L’Espagne va instaurer des contrôles temporaires aux frontières pour les voyageurs en provenance d’Italie, en réponse aux mesures similaires prises par Rome après l’arrivée massive de migrants à Ceuta, a annoncé vendredi le ministère espagnol de l’Intérieur.
Ces contrôles, justifiés par « la pression migratoire irrégulière persistante » à laquelle l’Italie est confrontée, entreront en vigueur dans la nuit de samedi à dimanche et resteront en place jusqu’au 7 septembre, a précisé le ministère dans un communiqué.
Plus tôt dans la journée de vendredi, le gouvernement de Pedro Sánchez avait lancé un ultimatum à l’Italie, lui demandant de lever d’ici dimanche les contrôles aux frontières imposés aux voyageurs en provenance d’Espagne. Madrid juge cette mesure « injuste, contraire aux intérêts de l’Union européenne et discriminatoire à l’égard de la population espagnole ».
En cas de maintien de ces contrôles, l’exécutif espagnol a prévenu qu’il adopterait des « mesures proportionnées » pour défendre les intérêts des citoyens espagnols, sans toutefois en préciser la nature.
Rome a répliqué plus tard dans la journée de vendredi, affirmant : « Nous n’avons en aucun cas l’intention de revoir notre décision de suspendre l’application de l’accord de Schengen aux ressortissants de pays tiers arrivant d’Espagne, au moins jusqu’au 15 août », date à laquelle une nouvelle tentative de franchissement massif de la frontière à Ceuta ferait l’objet de rumeurs.
« L’Italie n’accepte ni ultimatums ni injonctions de l’étranger en matière de sécurité nationale et de contrôle des frontières », poursuit le gouvernement italien dans un communiqué, ajoutant que cette décision a été prise « sans préjudice » et qu’elle s’inscrit « dans la continuité de mesures similaires » adoptées par le passé.
L’Italie avait justifié le rétablissement temporaire des contrôles après l’arrivée massive de migrants à Ceuta, même si ces vérifications concernent principalement les liaisons aériennes et maritimes entre les deux pays.

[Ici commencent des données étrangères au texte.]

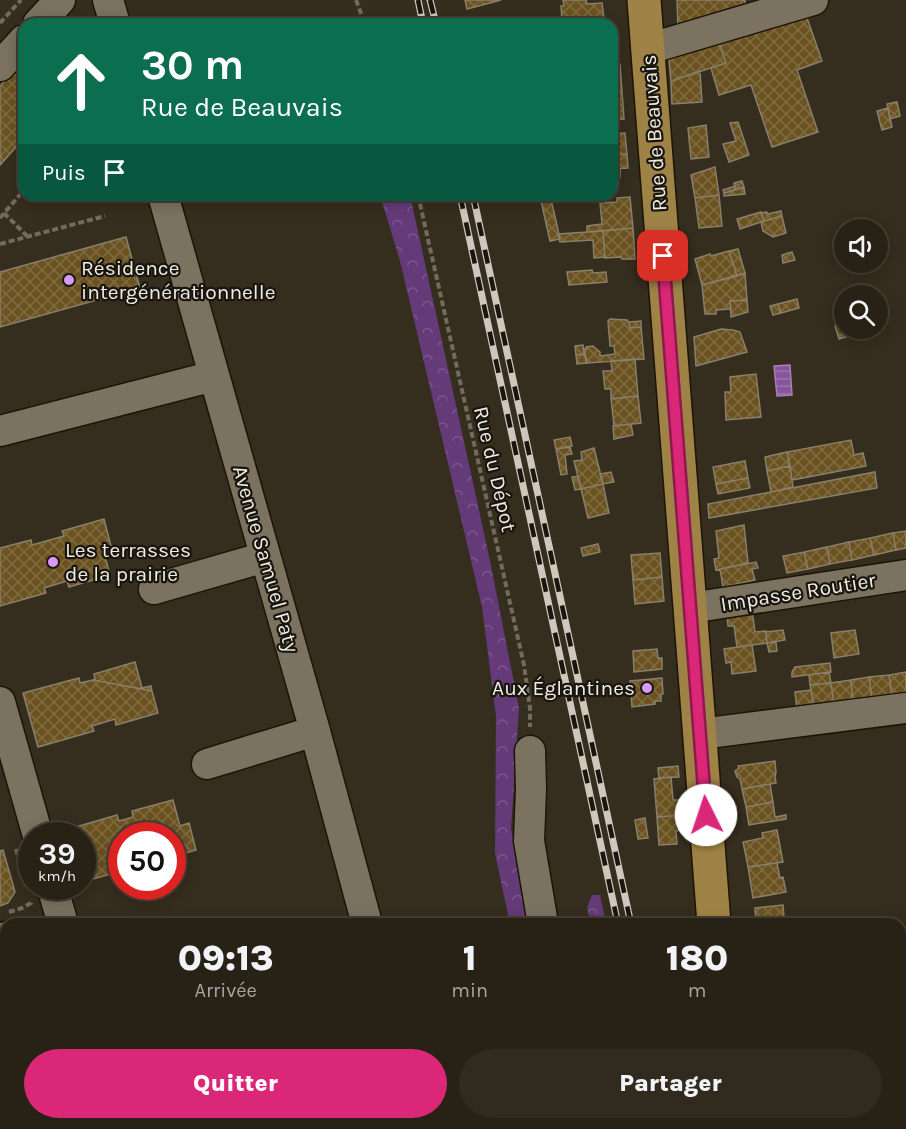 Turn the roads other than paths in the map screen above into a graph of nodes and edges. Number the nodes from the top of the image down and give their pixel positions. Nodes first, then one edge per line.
1 (60, 0) edge
2 (108, 0) edge
3 (644, 0) edge
4 (813, 0) edge
5 (44, 18) edge
6 (113, 18) edge
7 (18, 46) edge
8 (648, 49) junction
9 (0, 66) edge
10 (165, 201) edge
11 (214, 376) junction
12 (0, 431) edge
13 (265, 557) junction
14 (906, 575) edge
15 (154, 589) dead end
16 (690, 608) junction
17 (0, 702) edge
18 (906, 708) edge
19 (315, 731) junction
20 (700, 734) junction
21 (530, 751) road end
22 (207, 764) dead end
23 (34, 822) edge
24 (45, 900) edge
25 (56, 918) edge
26 (365, 918) edge
27 (542, 918) edge
28 (714, 918) edge

1 - 5 street
2 - 6 street
3 - 8 main road, Rue de Beauvais
4 - 8 street
7 - 9 street
8 - 16 main road, Rue de Beauvais
10 - 11 street, Avenue Samuel Paty
11 - 12 street
11 - 13 street, Avenue Samuel Paty
13 - 15 street
13 - 19 street, Avenue Samuel Paty
14 - 16 street, Impasse Routier
16 - 20 main road, Rue de Beauvais
17 - 23 street
18 - 20 street
19 - 22 street
19 - 26 street, Avenue Samuel Paty
20 - 28 main road, Rue de Beauvais
21 - 27 street
24 - 25 street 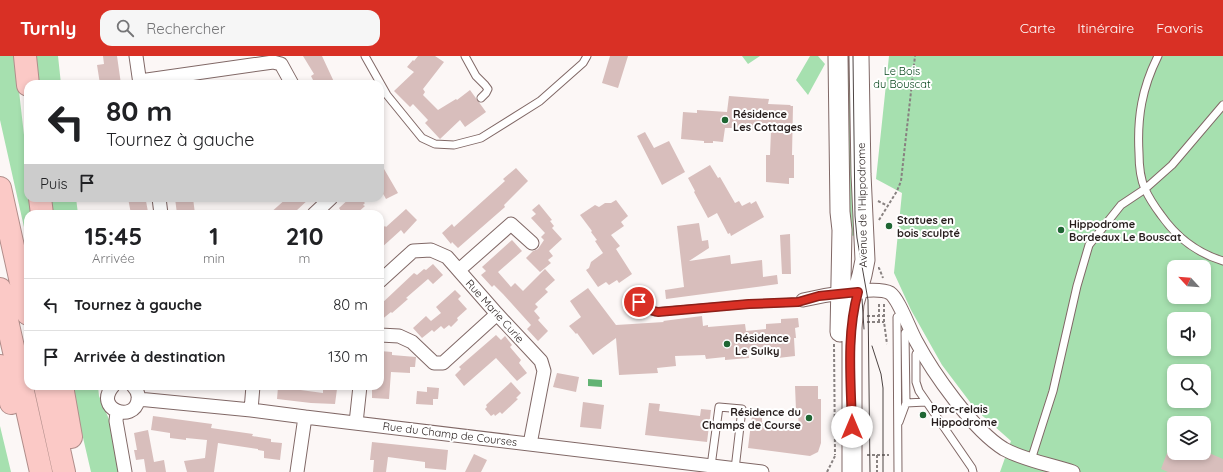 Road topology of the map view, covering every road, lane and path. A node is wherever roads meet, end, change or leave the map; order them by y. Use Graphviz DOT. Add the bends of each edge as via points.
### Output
graph roads {
  1 [pos="25,56"];
  2 [pos="136,56"];
  3 [pos="365,56"];
  4 [pos="465,56"];
  5 [pos="587,56"];
  6 [pos="838,56"];
  7 [pos="859,56"];
  8 [pos="915,56"];
  9 [pos="1158,56"];
  10 [pos="242,61"];
  11 [pos="27,80"];
  12 [pos="140,80"];
  13 [pos="150,80"];
  14 [pos="290,80"];
  15 [pos="379,80"];
  16 [pos="384,90"];
  17 [pos="481,98"];
  18 [pos="1223,106"];
  19 [pos="0,188"];
  20 [pos="1145,189"];
  21 [pos="876,200"];
  22 [pos="327,202"];
  23 [pos="888,206"];
  24 [pos="318,210"];
  25 [pos="877,223"];
  26 [pos="532,243"];
  27 [pos="1223,261"];
  28 [pos="459,270"];
  29 [pos="384,277"];
  30 [pos="0,289"];
  31 [pos="849,293"];
  32 [pos="24,296"];
  33 [pos="804,300"];
  34 [pos="639,302"];
  35 [pos="497,314"];
  36 [pos="903,314"];
  37 [pos="879,322"];
  38 [pos="884,322"];
  39 [pos="911,330"];
  40 [pos="384,335"];
  41 [pos="834,340"];
  42 [pos="921,351"];
  43 [pos="0,366"];
  44 [pos="46,390"];
  45 [pos="63,390"];
  46 [pos="111,390"];
  47 [pos="136,390"];
  48 [pos="253,390"];
  49 [pos="360,390"];
  50 [pos="138,399"];
  51 [pos="926,402"];
  52 [pos="906,403"];
  53 [pos="251,410"];
  54 [pos="117,412"];
  55 [pos="305,417"];
  56 [pos="29,420"];
  57 [pos="356,422"];
  58 [pos="897,428"];
  59 [pos="530,444"];
  60 [pos="876,455"];
  61 [pos="1031,460"];
  62 [pos="711,466"];
  63 [pos="846,468"];
  64 [pos="742,470"];
  65 [pos="41,472"];
  66 [pos="64,472"];
  67 [pos="78,472"];
  68 [pos="126,472"];
  69 [pos="297,472"];
  70 [pos="762,472"];
  71 [pos="877,472"];
  72 [pos="898,472"];
  73 [pos="973,472"];
  74 [pos="1073,472"];
  1 -- 11 [label="highway"];
  2 -- 12 [label="street"];
  3 -- 15 [label="lane"];
  4 -- 17 [label="lane" via="476,76 488,89"];
  5 -- 16 [label="lane" via="583,63 540,101 480,138 454,145 435,144 422,138"];
  6 -- 31 [label="street, Avenue de l'Hippodrome" via="840,212"];
  7 -- 31 [label="street, Avenue de l'Hippodrome" via="865,260"];
  8 -- 23 [label="path" via="901,181"];
  9 -- 20 [label="lane" via="1140,107 1139,165"];
  10 -- 13 [label="street"];
  10 -- 14 [label="street" via="281,64"];
  18 -- 20 [label="lane" via="1172,165"];
  19 -- 32 [label="highway"];
  20 -- 27 [label="lane" via="1165,221 1185,242 1198,251"];
  20 -- 61 [label="lane" via="1121,205 1086,251 1053,391"];
  21 -- 23 [label="path"];
  22 -- 24 [label="street"];
  23 -- 25 [label="path"];
  26 -- 28 [label="street" via="511,224"];
  28 -- 29 [label="street, Rue Marie Curie" via="442,254 431,250 413,251"];
  28 -- 35 [label="street, Rue Marie Curie"];
  30 -- 56 [label="highway"];
  31 -- 33 [label="street"];
  31 -- 36 [label="street" via="878,290 889,292"];
  31 -- 63 [label="street, Avenue de l'Hippodrome"];
  33 -- 34 [label="lane" via="655,312 646,309"];
  35 -- 40 [label="street" via="443,363 434,362 412,342 399,336"];
  35 -- 59 [label="street, Rue Marie Curie" via="541,361 544,371"];
  36 -- 39 [label="street"];
  36 -- 58 [label="lane" via="897,317"];
  37 -- 38 [label="path"];
  39 -- 42 [label="street"];
  39 -- 52 [label="lane" via="905,333"];
  41 -- 63 [label="path"];
  42 -- 51 [label="lane" via="916,354 916,382 918,391"];
  42 -- 61 [label="street" via="957,402 985,433 1004,449"];
  43 -- 56 [label="highway" via="12,404"];
  44 -- 66 [label="highway"];
  45 -- 67 [label="highway"];
  46 -- 54 [label="street" via="108,400 112,409"];
  47 -- 50 [label="street"];
  48 -- 53 [label="street"];
  49 -- 57 [label="street"];
  50 -- 53 [label="street, Rue du Champ de Courses"];
  50 -- 54 [label="street" via="131,411"];
  51 -- 52 [label="lane"];
  51 -- 73 [label="lane"];
  52 -- 58 [label="lane"];
  53 -- 55 [label="street, Rue du Champ de Courses"];
  54 -- 68 [label="street" via="116,421"];
  55 -- 57 [label="street, Rue du Champ de Courses"];
  55 -- 69 [label="street"];
  56 -- 65 [label="highway"];
  57 -- 59 [label="street, Rue du Champ de Courses"];
  58 -- 72 [label="lane"];
  59 -- 62 [label="street, Rue du Champ de Courses"];
  60 -- 71 [label="path"];
  61 -- 74 [label="street"];
  62 -- 64 [label="street, Rue du Champ de Courses"];
  62 -- 64 [label="lane" via="719,407 742,409"];
  64 -- 70 [label="street, Rue du Champ de Courses"];
}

Madrid rappelle qu’aucun des migrants entrés irrégulièrement à Ceuta la semaine dernière « ne peut circuler librement dans l’espace Schengen », la ville autonome disposant d’un statut particulier. Le gouvernement espagnol souligne également que la majorité d’entre eux sont déjà retournés au Maroc et conteste l’existence d’un risque migratoire pour les autres États membres.
Le communiqué critique par ailleurs la gestion migratoire de l’Italie, en soulignant que, selon les données de Frontex, le pays a enregistré ces dernières années le plus grand nombre de franchissements irréguliers des frontières extérieures de l’Union européenne, dépassant parfois largement les chiffres espagnols. Madrid accuse aussi Rome de ne plus appliquer pleinement, depuis 2022, le règlement de Dublin, transférant une partie de la pression migratoire sur ses partenaires européens.
L’Espagne affirme n’avoir jamais répondu à cette situation par des contrôles aux frontières et rappelle avoir fait preuve de solidarité avec l’Italie, notamment en accueillant des migrants arrivés à Lampedusa en 2023 et en autorisant à plusieurs reprises l’accès à ses ports aux personnes secourues en Méditerranée centrale.
Si l’Italie maintient ces contrôles au-delà de dimanche, Madrid prévient qu’il sera contraint d’adopter « des mesures proportionnées » afin de protéger les intérêts et la dignité des citoyens espagnols, sans préciser pour l’instant la nature de ces actions. Le gouvernement espagnol affirme espérer que « l’engagement en faveur du projet européen, le bon sens et la bonne foi » prévaudront, accusant Rome d’alimenter « des divisions et des conflits stériles » pour des raisons de politique intérieure.